I've ran into a bit of a head scratching situation and was hoping that
someone with more knowledge that I could help me understand the
behaviour I'm seeing.

I'm running on PostgreSQL 12.2.

I have a SELECT query that returns different results depending on
whether statistics for the table have been collected or not.The query
uses several CTEs and returns a single integer. This integer changes
depending on whether the table has been analyzed.

As far as I can tell I am not using any 'volatile' functions in my SELECT query.

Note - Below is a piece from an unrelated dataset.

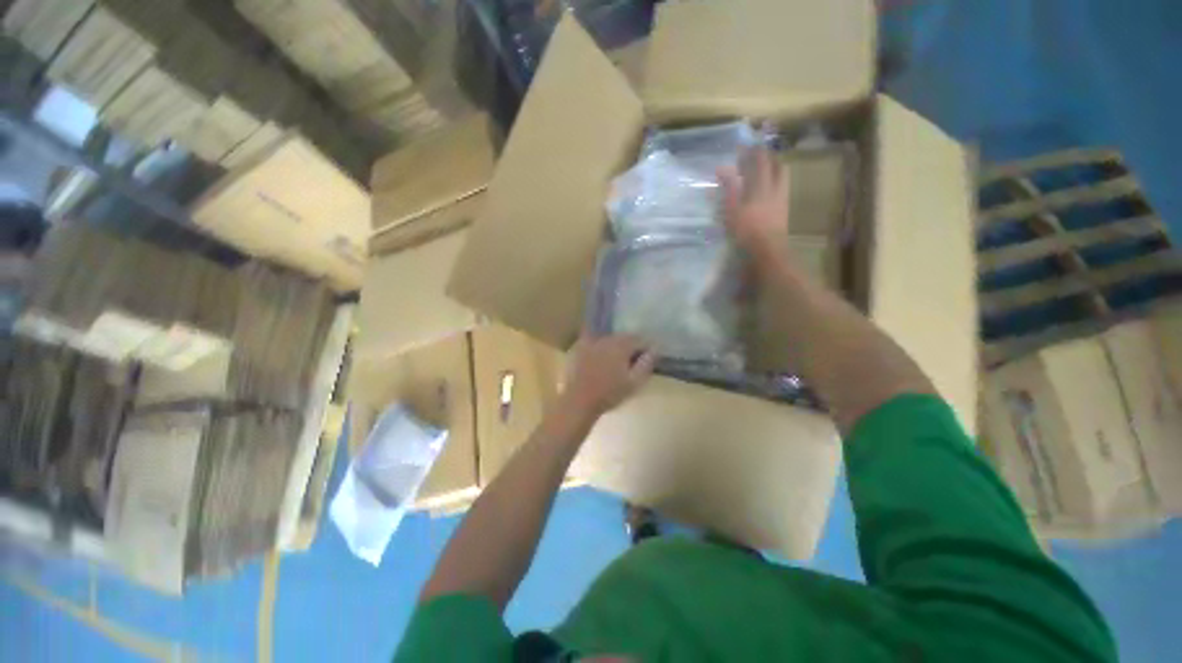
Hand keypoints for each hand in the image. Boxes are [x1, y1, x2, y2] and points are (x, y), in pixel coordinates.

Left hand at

It took me a while to find a way to reproduce the issue. How I
eventually reproduced it was:

-- Delete all statistics.
DELETE FROM pg_statistic;

-- Truncate table and insert values into table.
TRUNCATE TABLE target_table;
INSERT INTO target_table (...)
VALUES
(...);

-- The results of the SELECT are different depending on whether
ANALYZE is called.
ANALYZE target_table;

-- Run select query (involving several CTEs).
SELECT ...;

I haven't generated a minimal test case yet, but I did notice that if
all CTEs in the SELECT query are defined using AS NOT MATERIALIZED the
results are always the same regardless of whether the table has been
ANALYZED yet.

Could anyone share knowledge about why this is happening?

Thanks,
James Brauman



On Wed, May 27, 2020 at 8:09 PM James Brauman <james.brauman@envato.com> wrote:
-- Run select query (involving several CTEs).
SELECT ...;

I haven't generated a minimal test case yet, but I did notice that if
all CTEs in the SELECT query are defined using AS NOT MATERIALIZED the
results are always the same regardless of whether the table has been
ANALYZED yet.

Could anyone share knowledge about why this is happening?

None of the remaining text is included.